### Raw data

:::::

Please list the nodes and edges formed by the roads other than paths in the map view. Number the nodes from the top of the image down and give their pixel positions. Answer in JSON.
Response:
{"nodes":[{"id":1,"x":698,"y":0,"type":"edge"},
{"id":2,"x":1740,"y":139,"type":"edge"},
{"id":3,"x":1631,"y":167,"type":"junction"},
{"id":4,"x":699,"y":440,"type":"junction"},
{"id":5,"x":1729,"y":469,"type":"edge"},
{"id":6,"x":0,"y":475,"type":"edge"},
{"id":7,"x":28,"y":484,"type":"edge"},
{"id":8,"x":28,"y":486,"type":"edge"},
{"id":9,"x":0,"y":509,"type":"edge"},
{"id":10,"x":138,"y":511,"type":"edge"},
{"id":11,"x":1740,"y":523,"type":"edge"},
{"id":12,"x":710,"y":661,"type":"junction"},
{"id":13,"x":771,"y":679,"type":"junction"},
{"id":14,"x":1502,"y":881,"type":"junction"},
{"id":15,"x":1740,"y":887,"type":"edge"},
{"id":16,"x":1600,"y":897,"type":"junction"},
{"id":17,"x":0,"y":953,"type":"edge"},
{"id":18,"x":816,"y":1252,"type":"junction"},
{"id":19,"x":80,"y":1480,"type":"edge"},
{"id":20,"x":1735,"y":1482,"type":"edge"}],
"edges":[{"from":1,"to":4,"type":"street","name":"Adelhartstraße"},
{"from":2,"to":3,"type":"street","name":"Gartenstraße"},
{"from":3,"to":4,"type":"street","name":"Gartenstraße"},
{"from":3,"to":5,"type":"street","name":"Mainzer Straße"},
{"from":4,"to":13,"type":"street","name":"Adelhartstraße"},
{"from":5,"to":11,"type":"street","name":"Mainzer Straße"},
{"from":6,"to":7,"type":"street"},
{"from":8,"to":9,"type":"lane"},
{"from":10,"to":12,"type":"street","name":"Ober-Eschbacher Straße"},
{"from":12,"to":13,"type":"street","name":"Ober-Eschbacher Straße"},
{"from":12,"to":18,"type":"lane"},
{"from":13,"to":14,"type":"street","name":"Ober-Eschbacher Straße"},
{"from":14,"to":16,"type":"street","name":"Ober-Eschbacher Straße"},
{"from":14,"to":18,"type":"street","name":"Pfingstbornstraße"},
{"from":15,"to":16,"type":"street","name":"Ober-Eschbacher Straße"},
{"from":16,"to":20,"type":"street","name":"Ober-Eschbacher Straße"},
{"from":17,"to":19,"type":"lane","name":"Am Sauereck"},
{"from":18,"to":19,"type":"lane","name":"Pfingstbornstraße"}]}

:::::

### Required action
Beginning with the first line and ending with the last, restate the data word for word.

### Solution to this problem
Please list the nodes and edges formed by the roads other than paths in the map view. Number the nodes from the top of the image down and give their pixel positions. Answer in JSON.
Response:
{"nodes":[{"id":1,"x":698,"y":0,"type":"edge"},
{"id":2,"x":1740,"y":139,"type":"edge"},
{"id":3,"x":1631,"y":167,"type":"junction"},
{"id":4,"x":699,"y":440,"type":"junction"},
{"id":5,"x":1729,"y":469,"type":"edge"},
{"id":6,"x":0,"y":475,"type":"edge"},
{"id":7,"x":28,"y":484,"type":"edge"},
{"id":8,"x":28,"y":486,"type":"edge"},
{"id":9,"x":0,"y":509,"type":"edge"},
{"id":10,"x":138,"y":511,"type":"edge"},
{"id":11,"x":1740,"y":523,"type":"edge"},
{"id":12,"x":710,"y":661,"type":"junction"},
{"id":13,"x":771,"y":679,"type":"junction"},
{"id":14,"x":1502,"y":881,"type":"junction"},
{"id":15,"x":1740,"y":887,"type":"edge"},
{"id":16,"x":1600,"y":897,"type":"junction"},
{"id":17,"x":0,"y":953,"type":"edge"},
{"id":18,"x":816,"y":1252,"type":"junction"},
{"id":19,"x":80,"y":1480,"type":"edge"},
{"id":20,"x":1735,"y":1482,"type":"edge"}],
"edges":[{"from":1,"to":4,"type":"street","name":"Adelhartstraße"},
{"from":2,"to":3,"type":"street","name":"Gartenstraße"},
{"from":3,"to":4,"type":"street","name":"Gartenstraße"},
{"from":3,"to":5,"type":"street","name":"Mainzer Straße"},
{"from":4,"to":13,"type":"street","name":"Adelhartstraße"},
{"from":5,"to":11,"type":"street","name":"Mainzer Straße"},
{"from":6,"to":7,"type":"street"},
{"from":8,"to":9,"type":"lane"},
{"from":10,"to":12,"type":"street","name":"Ober-Eschbacher Straße"},
{"from":12,"to":13,"type":"street","name":"Ober-Eschbacher Straße"},
{"from":12,"to":18,"type":"lane"},
{"from":13,"to":14,"type":"street","name":"Ober-Eschbacher Straße"},
{"from":14,"to":16,"type":"street","name":"Ober-Eschbacher Straße"},
{"from":14,"to":18,"type":"street","name":"Pfingstbornstraße"},
{"from":15,"to":16,"type":"street","name":"Ober-Eschbacher Straße"},
{"from":16,"to":20,"type":"street","name":"Ober-Eschbacher Straße"},
{"from":17,"to":19,"type":"lane","name":"Am Sauereck"},
{"from":18,"to":19,"type":"lane","name":"Pfingstbornstraße"}]}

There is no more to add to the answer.